Expanding Seems Implausible

For $j=1$ note that $\displaystyle \prod_{i=1}^{j} {\omega_j}^{2i-1} = ({\omega_1 - 1} )= -2$ as $\omega_1 = -1$ .

For $j=2$ expansion of the product gives $\displaystyle \prod_{i=1}^{j} {\omega_j}^{2i-1} = (i-1)(-i-1) = 2$ .

Similarly for $j=3$ we have $\displaystyle \prod_{i=1}^{j} {\omega_j}^{2i-1} = (\omega_3-1)(\omega_3^{3} - 1)(\omega_3^{5} - 1) = (-2)(\omega_3-1)(\omega_3^{5} - 1) = (-2) (\omega_3-1)(-\omega_3^{2} - 1) \\ = (-2) (\omega_3^{6} - \omega_3 + \omega_3^{2} + 1) = -2 .$

The last equality follows from the relation ( $1 - \omega_3 + \omega_3^{2}) = 0$ because $\omega_3^{3} = -1$ .

Following similar argument we see that $\displaystyle |\prod_{j=1}^{2014} \prod_{i=1}^{j} ({\omega_j}^{2i-1}-1)| = |(-2) \times 2 \times (-2) \times \dots \times 2| = 2^{2014}$ .
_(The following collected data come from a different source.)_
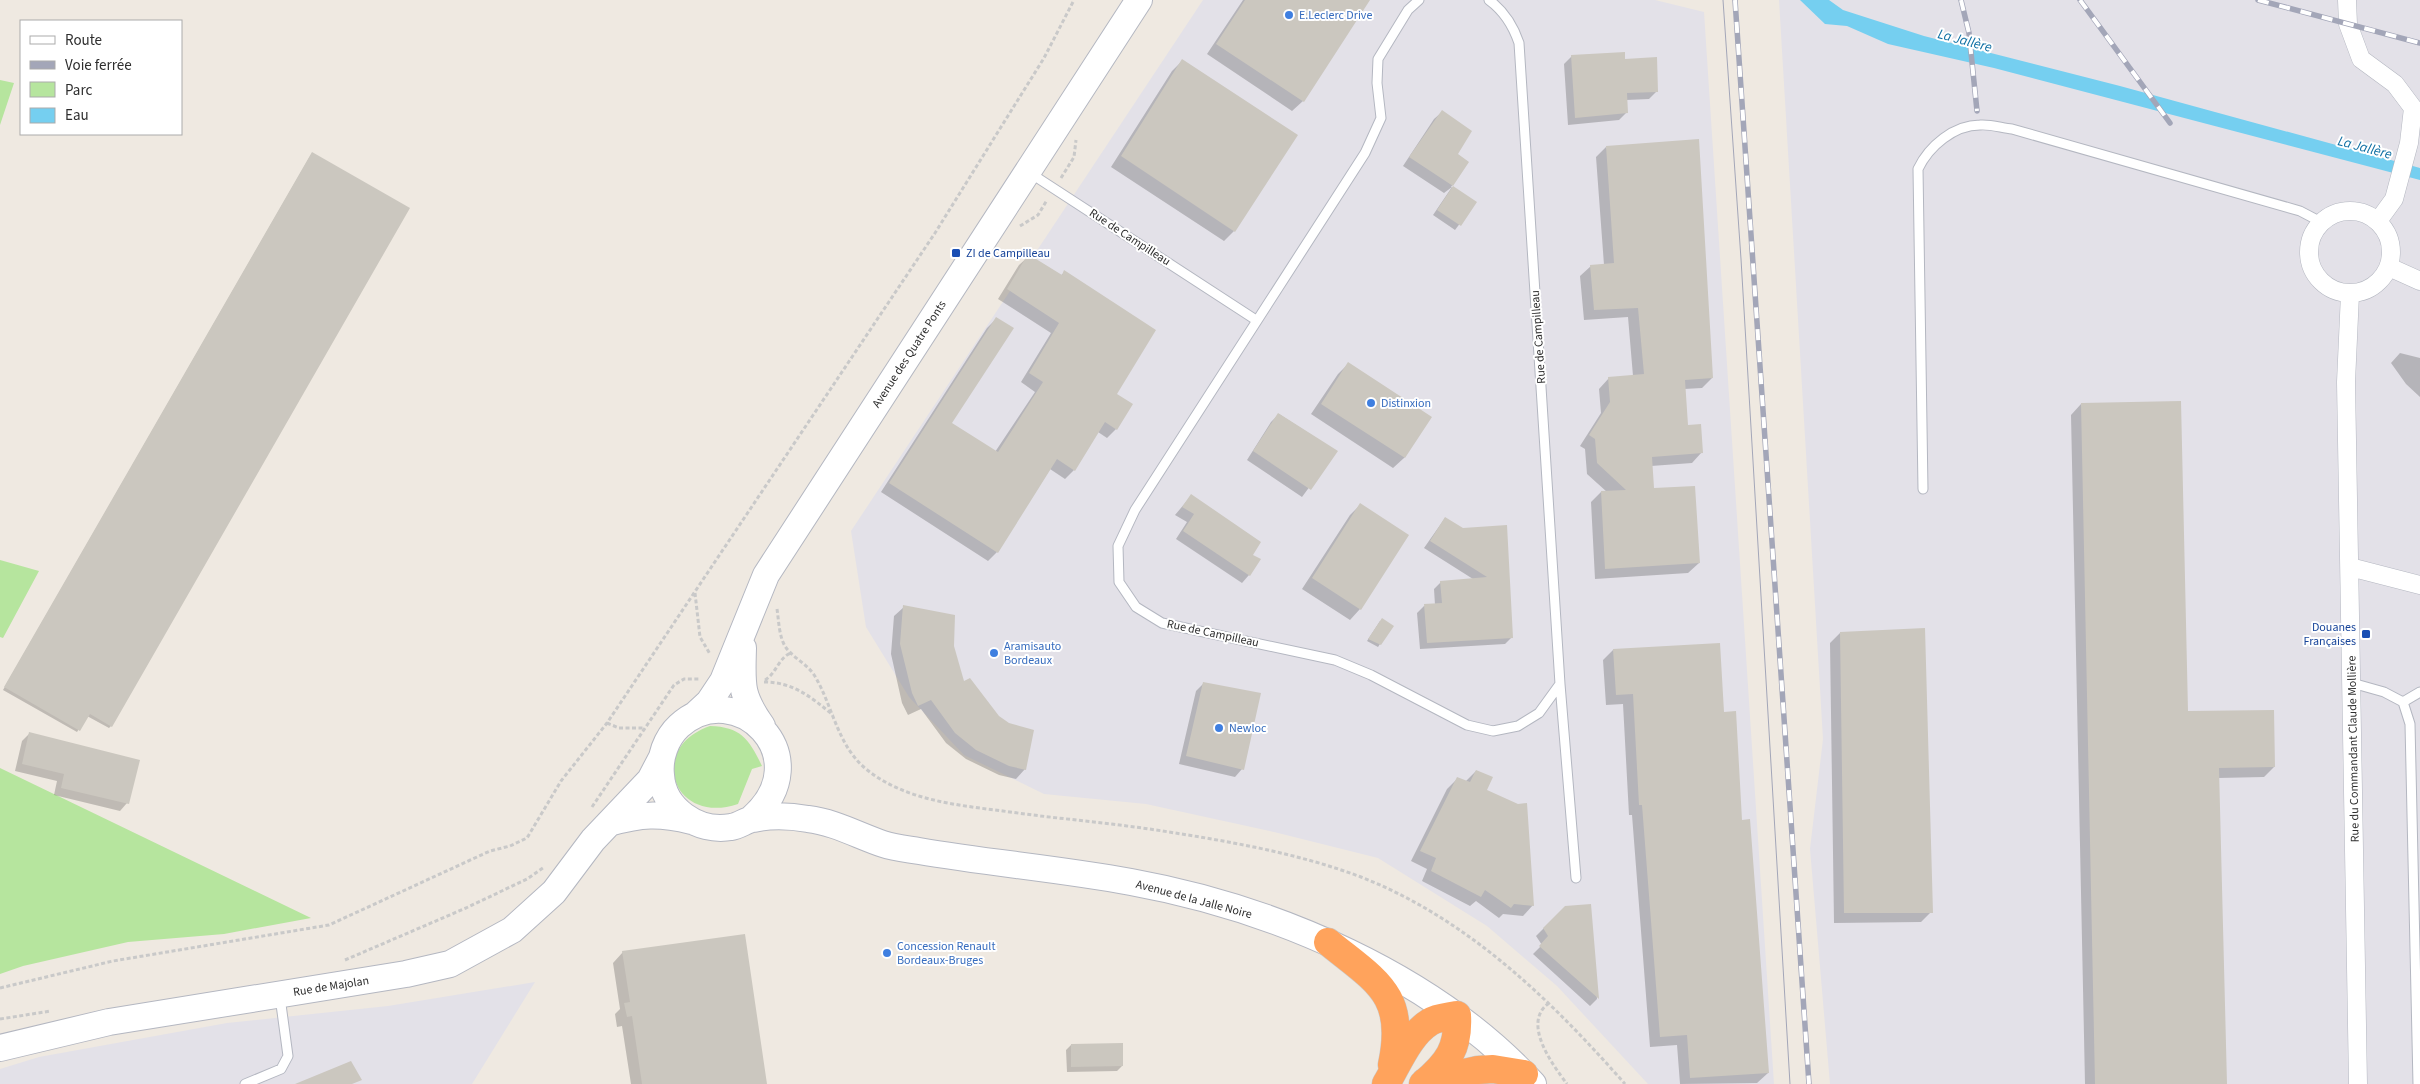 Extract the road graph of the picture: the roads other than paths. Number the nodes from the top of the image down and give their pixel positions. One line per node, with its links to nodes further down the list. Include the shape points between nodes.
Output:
1 (1139, 0): 5 (main road, Avenue des Quatre Ponts)
2 (1419, 0): 11 (lane, Rue de Campilleau, via 1408,10 1378,59 1381,118 1365,153)
3 (1489, 0): 17 (lane, Rue de Campilleau, via 1514,27 1519,42)
4 (2347, 0): 6 (street, via 2348,24 2361,59 2395,84 2413,108 2409,143 2394,199)
5 (1028, 172): 11 (lane, Rue de Campilleau); 15 (main road, Avenue des Quatre Ponts, via 766,575 744,630)
6 (2378, 221): 7 (street, via 2368,214 2343,211); 8 (street, via 2391,242)
7 (2321, 222): 10 (street, via 2309,243 2311,268 2327,286); 12 (lane, via 2300,211 2012,129 1981,124 1962,128 1939,142 1925,155 1918,169)
8 (2389, 267): 9 (street); 10 (street, via 2374,286)
9 (2420, 281)
10 (2350, 294): 13 (street, Rue du Commandant Claude Mollière, via 2346,382)
11 (1256, 320): 17 (lane, Rue de Campilleau, via 1135,510 1118,546 1119,582 1136,607 1162,623 1335,660 1467,725 1493,731 1518,726 1539,713)
12 (1923, 489)
13 (2350, 567): 14 (street); 16 (street, Rue du Commandant Claude Mollière)
14 (2420, 584)
15 (732, 682): 21 (main road, Avenue des Quatre Ponts); 22 (main road)
16 (2352, 683): 20 (lane, via 2384,692); 38 (street, Rue du Commandant Claude Mollière)
17 (1560, 684): 29 (lane, Rue de Campilleau)
18 (2420, 692): 20 (lane)
19 (2420, 701): 20 (lane)
20 (2402, 702): 39 (lane, via 2410,724 2412,748)
21 (695, 715): 22 (main road, via 714,710 734,712 753,720); 23 (main road, via 679,726 667,741)
22 (767, 734): 24 (main road)
23 (661, 759): 25 (main road, Rue de Majolan, via 650,780); 28 (main road, via 660,778 666,795 677,810)
24 (778, 762): 26 (main road, via 778,779 773,794); 27 (main road, via 789,791)
25 (598, 818): 28 (main road, via 666,814); 31 (main road, Rue de Majolan, via 554,892 512,930 450,964)
26 (751, 819): 27 (main road, Avenue de la Jalle Noire, via 788,816); 28 (main road, via 722,828)
27 (812, 819): 30 (main road, Avenue de la Jalle Noire, via 886,845 1141,884 1254,915)
28 (692, 821)
29 (1576, 878)
30 (1328, 942): 32 (main road, Avenue de la Jalle Noire, via 1412,987); 35 (highway, via 1374,980 1392,1003 1397,1024 1396,1050)
31 (279, 994): 33 (main road, Rue de Majolan, via 109,1022); 37 (lane, via 288,1056 281,1068)
32 (1457, 1016): 34 (main road, Avenue de la Jalle Noire); 35 (highway, via 1436,1019 1422,1028); 36 (highway, via 1453,1050 1444,1065)
33 (0, 1048)
34 (1528, 1079): 36 (highway, via 1493,1069)
35 (1388, 1081)
36 (1424, 1083)
37 (245, 1084)
38 (2358, 1084)
39 (2418, 1084)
For any $j$ , define a polynomial $P(x)$ with roots $\omega_j^{2i-1}-1$ for $1 \leq i \leq j$ . We have that ${(\omega_j^{2i-1})}^j=(\omega_j^j)^{2i-1}=(-1)^{2i-1}=-1$ . Therefore, ${(\omega_j^{2i-1}-1+1})^j+1=0$

Suppose $r^j=-1$ for some $r$ . Then $r=(e^{i\pi/j})^{2n-1}$ for some $n$ such that $1 \leq n \leq j$ . Therefore, $P(x)=(x+1)^j+1$ because the polynomial is 0 at these points and no other points (If there was another root, setting $r=x+1$ would quickly give a contradiction).

The product of the roots of a polynomial is the constant term if the degree of the polynomial is even and the negative of the constant term if the degree is odd. The constant term of this polynomial for any $j$ is clearly 2. Therefore, the product for and $j$ is 2 if $j$ is even and -2 if $j$ is odd.

We are now looking for the product $\prod _{ j=1 }^{ 2014 }{ { (-2) }^{ j } }$ , which is clearly the same as $2^{2014}$ . We now have $a=2$ and $b=2014$ , so $a+b=\boxed{2016}$ .